Another problem deals with Gene. As the director over Richard and Donna, he has allowed problems to continue. With seven reported issues over the past six months, and now the current problem at the public relations dinner, Gene is not doing his job as an effective leader to fix a problem that could cause long-term damage to the organization as a whole. If the problems with setting up for the event had been visible to the guests, the effects could have had a negative impact on the company’s future business relationships. It may be that Gene has an issue dealing with conflict resolution. There may also be an underlying issue with Richard’s respect and / or trust in Gene’s decision-making skills. This is believed to be a possibility since Gene instructed Donna to organize the event and Richard felt it necessary to intervene. It is obvious Richard has no respect for Donna, and very likely Donna has no respect for Richard. Another issue with Gene: though he thought his instructions were clear that Donna was in charge of the event, it may be that Gene did not effectively communicate this to Richard.

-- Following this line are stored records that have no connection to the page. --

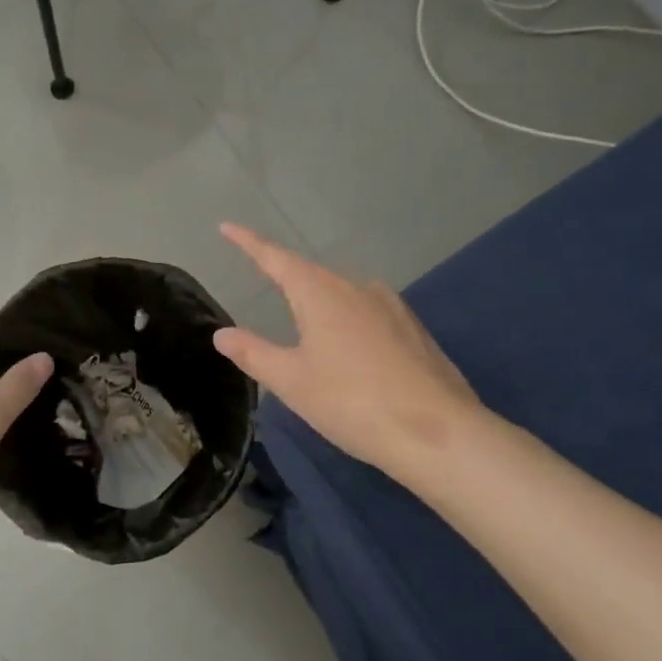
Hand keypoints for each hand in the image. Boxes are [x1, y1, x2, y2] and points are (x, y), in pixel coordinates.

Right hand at [212, 224, 485, 474]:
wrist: (439, 433)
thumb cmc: (352, 402)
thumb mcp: (292, 382)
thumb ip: (253, 353)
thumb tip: (221, 334)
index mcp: (321, 294)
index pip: (275, 258)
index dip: (249, 242)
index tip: (227, 227)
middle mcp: (357, 288)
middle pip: (311, 274)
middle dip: (286, 274)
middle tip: (263, 276)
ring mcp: (391, 307)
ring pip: (343, 292)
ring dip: (319, 299)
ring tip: (304, 318)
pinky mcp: (413, 330)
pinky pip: (368, 311)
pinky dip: (347, 319)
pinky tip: (349, 345)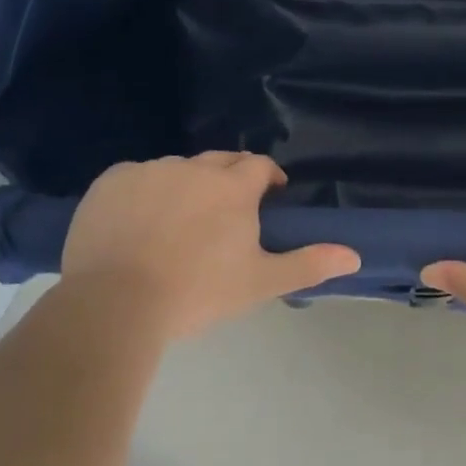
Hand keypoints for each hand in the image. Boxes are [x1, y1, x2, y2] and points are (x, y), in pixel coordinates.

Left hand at [60, 152, 359, 340]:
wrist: (114, 305)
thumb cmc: (197, 292)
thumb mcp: (259, 282)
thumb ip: (308, 264)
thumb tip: (355, 256)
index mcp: (232, 187)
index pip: (259, 165)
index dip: (268, 178)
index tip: (269, 197)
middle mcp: (193, 168)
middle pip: (220, 161)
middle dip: (229, 178)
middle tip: (226, 213)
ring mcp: (149, 171)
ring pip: (177, 169)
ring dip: (186, 185)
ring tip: (177, 222)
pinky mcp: (110, 181)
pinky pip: (135, 177)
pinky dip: (142, 192)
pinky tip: (136, 223)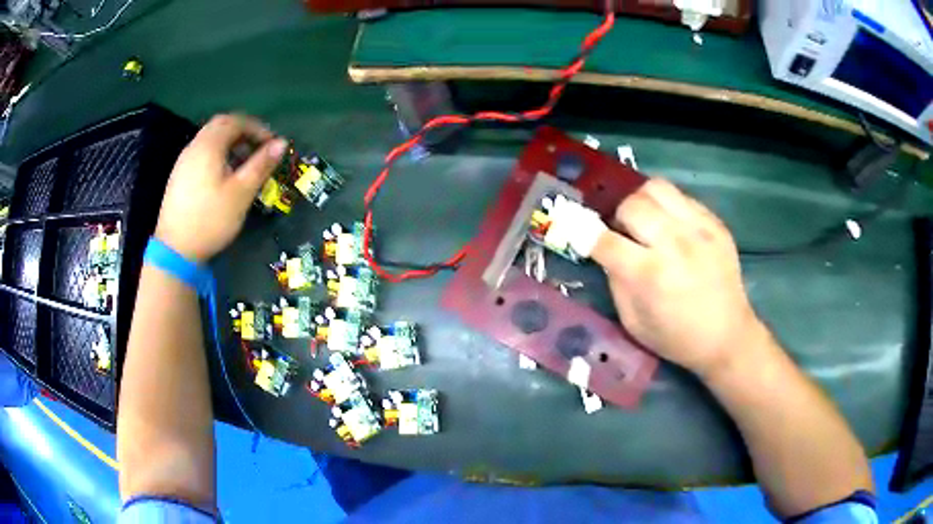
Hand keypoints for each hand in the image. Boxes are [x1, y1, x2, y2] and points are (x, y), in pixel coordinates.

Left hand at [154, 114, 286, 262]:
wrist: (175, 249)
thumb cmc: (211, 219)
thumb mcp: (241, 192)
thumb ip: (261, 165)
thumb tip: (281, 143)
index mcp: (209, 145)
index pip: (236, 121)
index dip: (257, 128)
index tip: (272, 145)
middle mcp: (194, 146)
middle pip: (221, 126)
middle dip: (243, 132)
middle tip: (259, 149)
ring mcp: (184, 161)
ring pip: (210, 139)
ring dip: (230, 144)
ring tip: (244, 164)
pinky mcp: (179, 176)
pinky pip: (202, 153)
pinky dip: (218, 155)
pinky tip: (224, 176)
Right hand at [591, 178, 766, 377]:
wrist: (727, 336)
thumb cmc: (677, 338)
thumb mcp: (633, 322)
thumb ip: (616, 282)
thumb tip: (606, 251)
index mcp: (649, 275)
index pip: (604, 240)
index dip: (586, 234)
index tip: (582, 233)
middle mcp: (673, 243)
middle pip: (631, 204)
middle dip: (618, 216)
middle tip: (624, 232)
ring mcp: (699, 229)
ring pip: (656, 188)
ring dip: (642, 201)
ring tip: (646, 221)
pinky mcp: (715, 224)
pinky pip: (682, 197)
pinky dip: (668, 206)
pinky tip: (672, 226)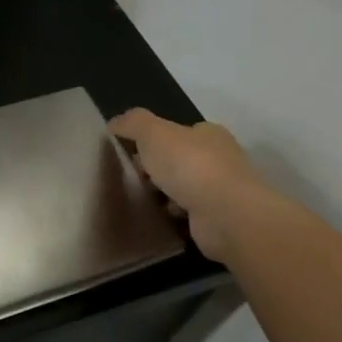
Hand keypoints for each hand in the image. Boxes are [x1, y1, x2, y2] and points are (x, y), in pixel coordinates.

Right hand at [108, 110, 273, 260]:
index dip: (153, 140)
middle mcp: (221, 158)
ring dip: (165, 193)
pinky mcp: (220, 218)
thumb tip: (114, 124)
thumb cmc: (190, 166)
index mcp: (209, 134)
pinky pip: (189, 212)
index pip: (178, 132)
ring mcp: (222, 190)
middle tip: (136, 178)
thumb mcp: (153, 133)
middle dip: (157, 168)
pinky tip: (162, 216)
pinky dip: (175, 213)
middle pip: (180, 159)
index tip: (132, 154)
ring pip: (185, 187)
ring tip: (144, 198)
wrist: (226, 215)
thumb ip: (132, 123)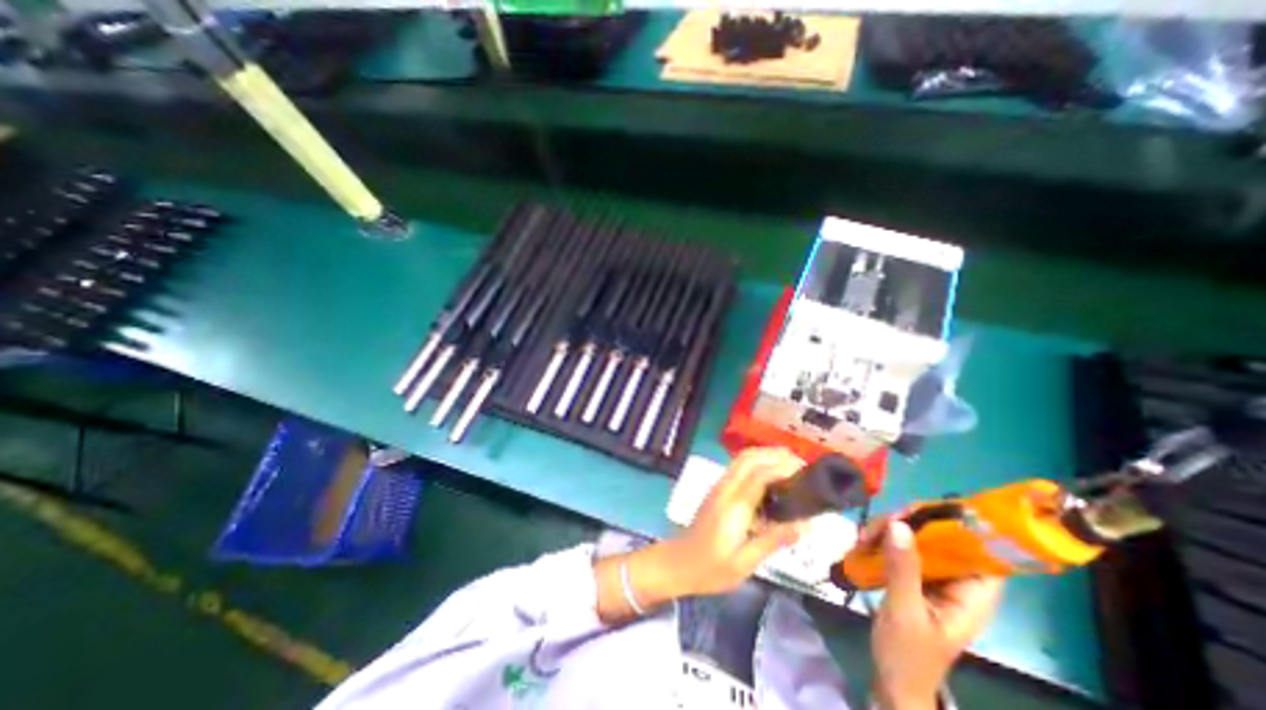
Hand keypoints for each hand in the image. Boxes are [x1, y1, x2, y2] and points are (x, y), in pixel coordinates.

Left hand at [664, 446, 811, 596]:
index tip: (806, 472)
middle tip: (801, 464)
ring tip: (790, 465)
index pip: (759, 475)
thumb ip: (773, 540)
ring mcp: (719, 487)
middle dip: (775, 454)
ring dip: (765, 455)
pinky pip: (738, 468)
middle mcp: (725, 489)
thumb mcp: (745, 562)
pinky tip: (771, 477)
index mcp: (733, 506)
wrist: (678, 562)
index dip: (783, 468)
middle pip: (748, 458)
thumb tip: (804, 525)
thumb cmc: (712, 568)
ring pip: (741, 459)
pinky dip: (756, 463)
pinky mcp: (717, 490)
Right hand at [871, 516, 998, 709]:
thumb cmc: (907, 655)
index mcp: (970, 597)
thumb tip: (899, 524)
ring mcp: (933, 580)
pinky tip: (863, 544)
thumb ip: (903, 568)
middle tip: (880, 524)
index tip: (923, 510)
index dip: (960, 527)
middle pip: (942, 539)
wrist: (892, 684)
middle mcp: (956, 584)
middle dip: (910, 525)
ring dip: (890, 532)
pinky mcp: (913, 580)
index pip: (983, 553)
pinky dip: (883, 542)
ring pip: (918, 541)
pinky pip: (901, 550)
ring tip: (863, 537)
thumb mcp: (904, 611)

Gene must get this issue under control immediately. According to the case study, the problems between Richard and Donna have not affected the employees under each of them, and the information has not leaked up to Alfred Gamble, the Western Area Regional Manager. In order to be able to keep Richard and Donna in their roles, Gene must address their issues with one another through conflict resolution. It is not uncommon for talented people to have trouble communicating with others, especially those that are similar in leadership styles. It is the responsibility of their leader to address these issues and get them working well with one another. Other considerations may be to reorganize the leadership structure so these two do not have direct interaction with one another. The other consideration is to address performance issues, which could lead to the termination of Richard, Donna, or possibly both of them. Terminating one and not both may lead to on-going problems between the one that is kept and the next leader promoted to the vacated position.

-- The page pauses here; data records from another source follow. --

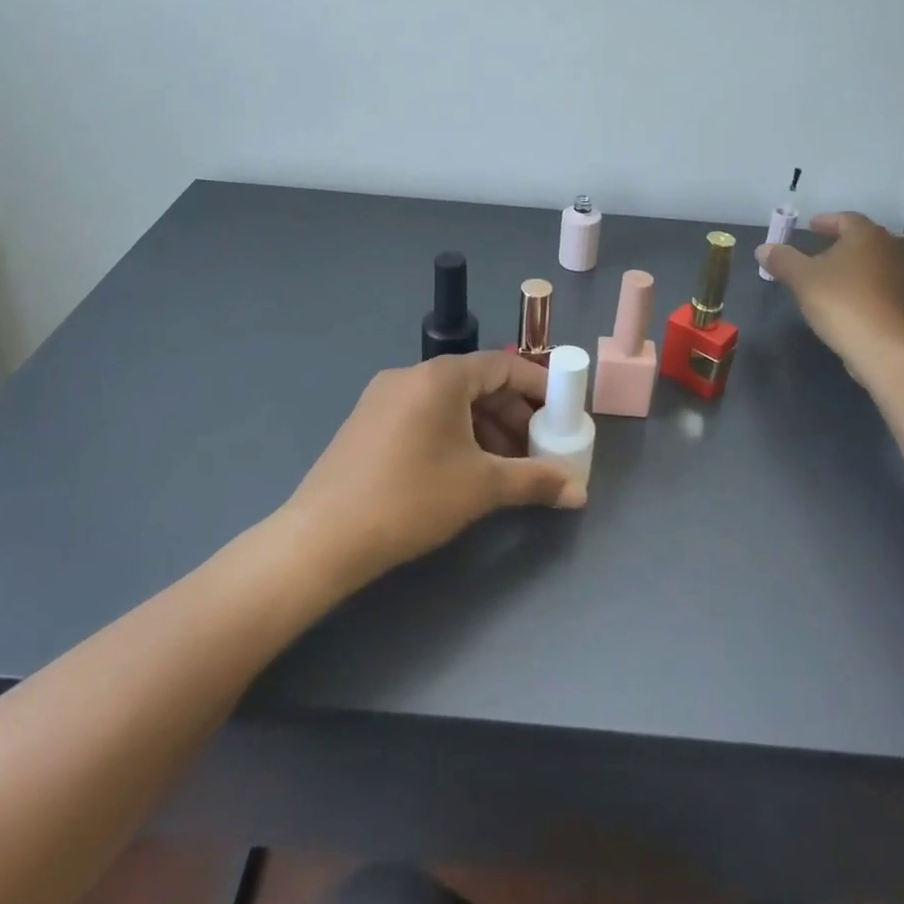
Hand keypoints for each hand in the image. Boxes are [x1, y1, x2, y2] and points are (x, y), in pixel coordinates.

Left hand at [280, 352, 585, 589]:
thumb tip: (579, 492)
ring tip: (503, 467)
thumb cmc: (411, 499)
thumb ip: (535, 481)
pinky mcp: (366, 422)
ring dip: (484, 427)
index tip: (562, 414)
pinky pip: (424, 414)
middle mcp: (410, 375)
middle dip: (512, 414)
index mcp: (440, 377)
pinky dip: (453, 433)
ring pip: (449, 402)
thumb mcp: (481, 488)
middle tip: (535, 449)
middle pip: (476, 382)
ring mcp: (383, 397)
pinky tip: (462, 469)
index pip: (503, 366)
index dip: (538, 388)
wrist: (323, 537)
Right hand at [756, 212, 903, 379]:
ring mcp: (900, 276)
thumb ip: (782, 259)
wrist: (882, 347)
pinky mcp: (902, 302)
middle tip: (816, 248)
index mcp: (865, 236)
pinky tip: (843, 297)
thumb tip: (763, 248)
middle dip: (838, 241)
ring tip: (826, 274)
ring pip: (870, 261)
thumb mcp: (801, 278)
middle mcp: (888, 249)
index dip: (826, 221)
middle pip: (861, 238)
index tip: (809, 227)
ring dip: (850, 263)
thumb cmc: (840, 302)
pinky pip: (877, 283)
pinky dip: (860, 283)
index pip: (846, 218)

Cultures of organizations are developed upon the empowerment of the individual…Employees who are empowered are more proactive and can better achieve their goals while being self-sufficient (Brown & Harvey, 2011). A variety of behavioral intervention strategies, such as employee assistance programs, conflict resolution training, wellness and fitness programs and team-building exercises, may prove beneficial in improving the interaction between not only Richard and Donna but all leadership within Steele Enterprises. Gene may even benefit from some personal leadership training programs, one being how to handle conflict resolution, coaching and employee performance improvement planning. Stress management is beneficial to any high performing teams. The role analysis technique is used to clarify role expectations which could increase team cohesiveness and allow them to function better and at a higher level. Role profiles enable teams to better understand the importance of each division’s responsibilities.
Brown, D. R. (2011). Process Intervention Skills. In S. Yagan, E. Svendsen, & J. Collins (Eds.), An experiential approach to organizational development, eighth edition (pp. 198-222). New Jersey: Prentice Hall.